Malawi’s new president, Joyce Banda, has said that she will push for the repeal of her country’s anti-homosexuality laws. Of course this depends on her ability to secure popular support for her reforms in parliament. But then, even if the laws are repealed, will public animosity towards gays and lesbians change? Will protective laws be created in their place? Will life be any different for Malawi’s sexual minorities?
In October of 2011, David Cameron proposed cutting aid to countries that discriminate against gays and lesbians. Just a couple months later, Hillary Clinton made a statement on “gay rights as human rights” in anticipation of International Human Rights Day. She explained that US foreign policy would take each country’s treatment of LGBT persons into consideration.

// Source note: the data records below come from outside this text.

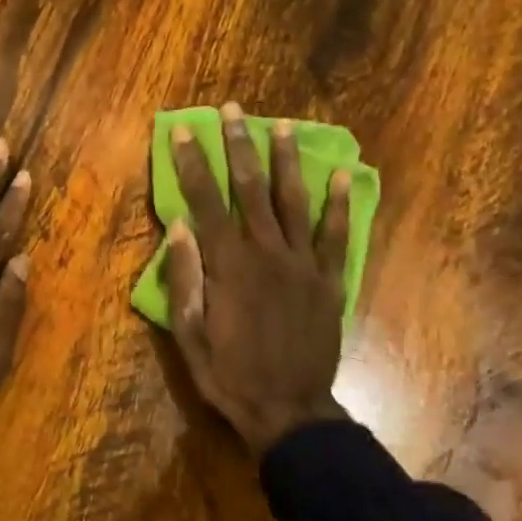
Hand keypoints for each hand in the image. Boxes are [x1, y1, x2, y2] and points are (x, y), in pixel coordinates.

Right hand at [166, 102, 351, 454]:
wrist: (287, 409)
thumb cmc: (228, 374)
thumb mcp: (189, 333)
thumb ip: (185, 277)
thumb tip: (179, 226)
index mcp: (227, 266)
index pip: (205, 202)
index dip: (193, 164)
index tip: (185, 132)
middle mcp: (266, 253)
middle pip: (250, 189)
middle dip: (238, 146)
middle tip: (232, 111)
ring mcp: (303, 265)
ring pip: (293, 201)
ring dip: (286, 161)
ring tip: (281, 127)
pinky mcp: (330, 281)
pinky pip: (336, 235)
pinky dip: (339, 205)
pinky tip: (342, 176)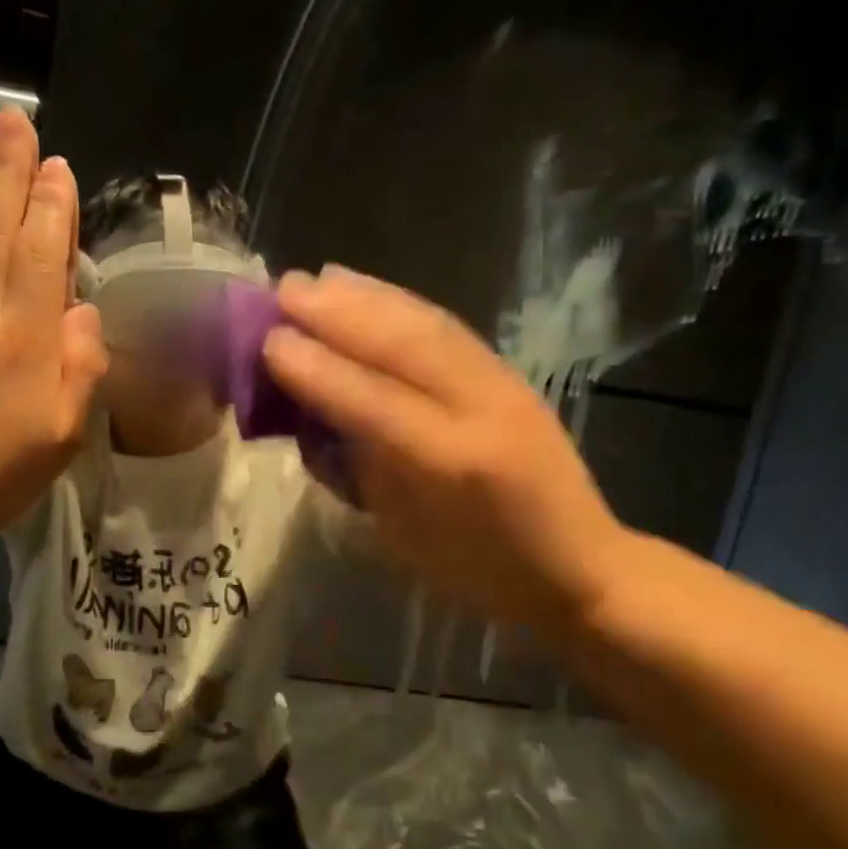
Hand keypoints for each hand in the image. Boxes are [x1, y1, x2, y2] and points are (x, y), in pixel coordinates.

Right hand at [263, 266, 624, 634]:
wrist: (577, 564)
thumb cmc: (477, 570)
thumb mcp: (403, 535)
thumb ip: (359, 470)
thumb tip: (313, 415)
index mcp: (451, 465)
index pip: (373, 402)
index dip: (318, 369)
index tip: (270, 340)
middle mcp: (480, 411)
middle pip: (402, 346)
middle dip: (337, 314)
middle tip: (283, 289)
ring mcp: (502, 385)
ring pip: (427, 325)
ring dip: (368, 297)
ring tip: (320, 278)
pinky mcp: (510, 374)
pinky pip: (449, 327)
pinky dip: (404, 304)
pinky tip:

Ban Ki-Moon also threw his weight behind gay rights. Most recently, Barack Obama has declared that he backs same-sex marriage in the United States. None of these statements were well received on the African continent, and even African LGBT activists said that such grandstanding could lead to a backlash against Africa’s sexual minorities. However, Ms. Banda’s decision shows that the Cameron-Clinton approach might hold weight.
Ms. Banda has been clear about her desire to appeal to Western donors in order to improve Malawi’s economy. Some of Africa’s more economically powerful countries (Nigeria, Uganda, Kenya, Senegal to name a few) might reject Western pressure, but is it still possible for the aid card to work in smaller or poorer countries? Will other countries follow Malawi’s lead, or is Joyce Banda simply an exception to the norm?